Without the pictures, copy all of the data exactly.
----- Data supplied -----
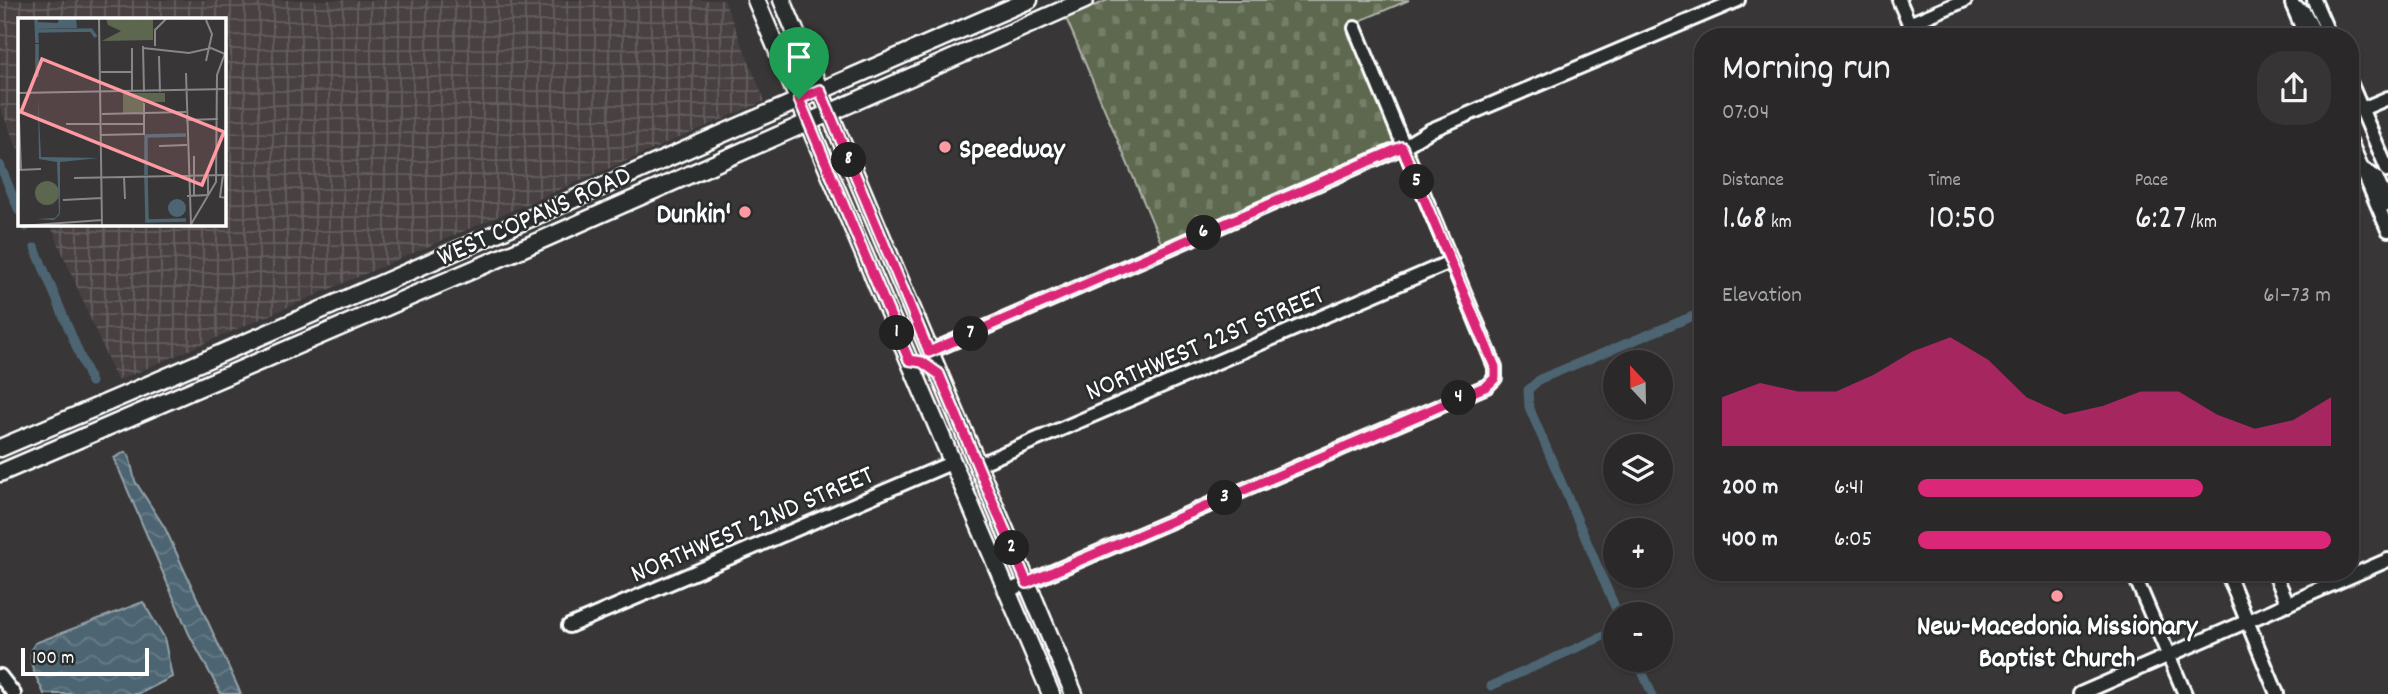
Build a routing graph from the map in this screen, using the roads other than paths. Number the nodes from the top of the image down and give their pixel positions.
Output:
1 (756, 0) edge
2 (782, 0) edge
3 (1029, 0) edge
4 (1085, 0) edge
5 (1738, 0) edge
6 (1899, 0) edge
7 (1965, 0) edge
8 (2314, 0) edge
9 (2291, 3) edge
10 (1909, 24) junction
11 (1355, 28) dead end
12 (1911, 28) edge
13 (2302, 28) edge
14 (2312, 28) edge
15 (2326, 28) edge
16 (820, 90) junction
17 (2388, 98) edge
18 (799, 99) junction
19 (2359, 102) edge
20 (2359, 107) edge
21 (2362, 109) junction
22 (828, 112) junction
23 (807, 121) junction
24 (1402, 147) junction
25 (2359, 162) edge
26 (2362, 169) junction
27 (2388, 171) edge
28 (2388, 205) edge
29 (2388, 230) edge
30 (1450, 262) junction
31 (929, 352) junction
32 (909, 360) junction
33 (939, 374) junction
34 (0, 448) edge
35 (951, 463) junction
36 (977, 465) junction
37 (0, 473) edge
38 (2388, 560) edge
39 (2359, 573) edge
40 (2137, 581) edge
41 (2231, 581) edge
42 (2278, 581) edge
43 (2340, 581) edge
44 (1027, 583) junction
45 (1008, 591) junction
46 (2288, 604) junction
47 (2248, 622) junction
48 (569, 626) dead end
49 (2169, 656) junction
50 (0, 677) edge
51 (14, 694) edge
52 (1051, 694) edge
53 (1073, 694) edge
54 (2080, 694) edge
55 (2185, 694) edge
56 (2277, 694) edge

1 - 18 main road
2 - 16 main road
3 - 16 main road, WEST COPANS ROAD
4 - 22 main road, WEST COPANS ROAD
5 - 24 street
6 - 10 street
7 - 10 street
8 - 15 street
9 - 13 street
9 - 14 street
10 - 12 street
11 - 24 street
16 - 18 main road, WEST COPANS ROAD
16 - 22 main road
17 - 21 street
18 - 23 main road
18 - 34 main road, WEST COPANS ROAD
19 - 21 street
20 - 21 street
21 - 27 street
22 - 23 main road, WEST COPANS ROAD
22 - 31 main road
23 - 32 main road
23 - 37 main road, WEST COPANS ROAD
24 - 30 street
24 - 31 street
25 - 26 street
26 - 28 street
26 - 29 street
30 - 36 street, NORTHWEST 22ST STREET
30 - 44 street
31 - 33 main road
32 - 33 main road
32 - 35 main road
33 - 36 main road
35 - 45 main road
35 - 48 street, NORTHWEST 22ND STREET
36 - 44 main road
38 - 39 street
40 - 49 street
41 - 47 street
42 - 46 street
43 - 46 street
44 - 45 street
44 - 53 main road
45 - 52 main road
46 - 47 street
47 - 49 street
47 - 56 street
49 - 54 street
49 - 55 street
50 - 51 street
-----
* _Exercise solution_:
Build a routing graph from the map in this screen, using the roads other than paths. Number the nodes from the top of the image down and give their pixel positions.
Output:
1 (756, 0) edge
2 (782, 0) edge
3 (1029, 0) edge
4 (1085, 0) edge
5 (1738, 0) edge
6 (1899, 0) edge
7 (1965, 0) edge
8 (2314, 0) edge
9 (2291, 3) edge
10 (1909, 24) junction
11 (1355, 28) dead end
12 (1911, 28) edge
13 (2302, 28) edge
14 (2312, 28) edge
15 (2326, 28) edge
16 (820, 90) junction
17 (2388, 98) edge
18 (799, 99) junction
19 (2359, 102) edge
20 (2359, 107) edge
21 (2362, 109) junction
22 (828, 112) junction
23 (807, 121) junction
24 (1402, 147) junction
25 (2359, 162) edge
26 (2362, 169) junction
27 (2388, 171) edge
28 (2388, 205) edge
29 (2388, 230) edge
30 (1450, 262) junction
31 (929, 352) junction
32 (909, 360) junction
33 (939, 374) junction
34 (0, 448) edge
35 (951, 463) junction
36 (977, 465) junction
37 (0, 473) edge
38 (2388, 560) edge
39 (2359, 573) edge
40 (2137, 581) edge
41 (2231, 581) edge
42 (2278, 581) edge
43 (2340, 581) edge
44 (1027, 583) junction
45 (1008, 591) junction
46 (2288, 604) junction
47 (2248, 622) junction
48 (569, 626) dead end
49 (2169, 656) junction
50 (0, 677) edge
51 (14, 694) edge
52 (1051, 694) edge
53 (1073, 694) edge
54 (2080, 694) edge
55 (2185, 694) edge
56 (2277, 694) edge

1 - 18 main road
2 - 16 main road
3 - 16 main road, WEST COPANS ROAD
4 - 22 main road, WEST COPANS ROAD
5 - 24 street
6 - 10 street
7 - 10 street
8 - 15 street
9 - 13 street
9 - 14 street
10 - 12 street
11 - 24 street
16 - 18 main road, WEST COPANS ROAD
16 - 22 main road
17 - 21 street
18 - 23 main road
18 - 34 main road, WEST COPANS ROAD
19 - 21 street
20 - 21 street
21 - 27 street
22 - 23 main road, WEST COPANS ROAD
22 - 31 main road
23 - 32 main road
23 - 37 main road, WEST COPANS ROAD
24 - 30 street
24 - 31 street
25 - 26 street
26 - 28 street
26 - 29 street
30 - 36 street, NORTHWEST 22ST STREET
30 - 44 street
31 - 33 main road
32 - 33 main road
32 - 35 main road
33 - 36 main road
35 - 45 main road
35 - 48 street, NORTHWEST 22ND STREET
36 - 44 main road
38 - 39 street
40 - 49 street
41 - 47 street
42 - 46 street
43 - 46 street
44 - 45 street
44 - 53 main road
45 - 52 main road
46 - 47 street
47 - 49 street
47 - 56 street
49 - 54 street
49 - 55 street
50 - 51 street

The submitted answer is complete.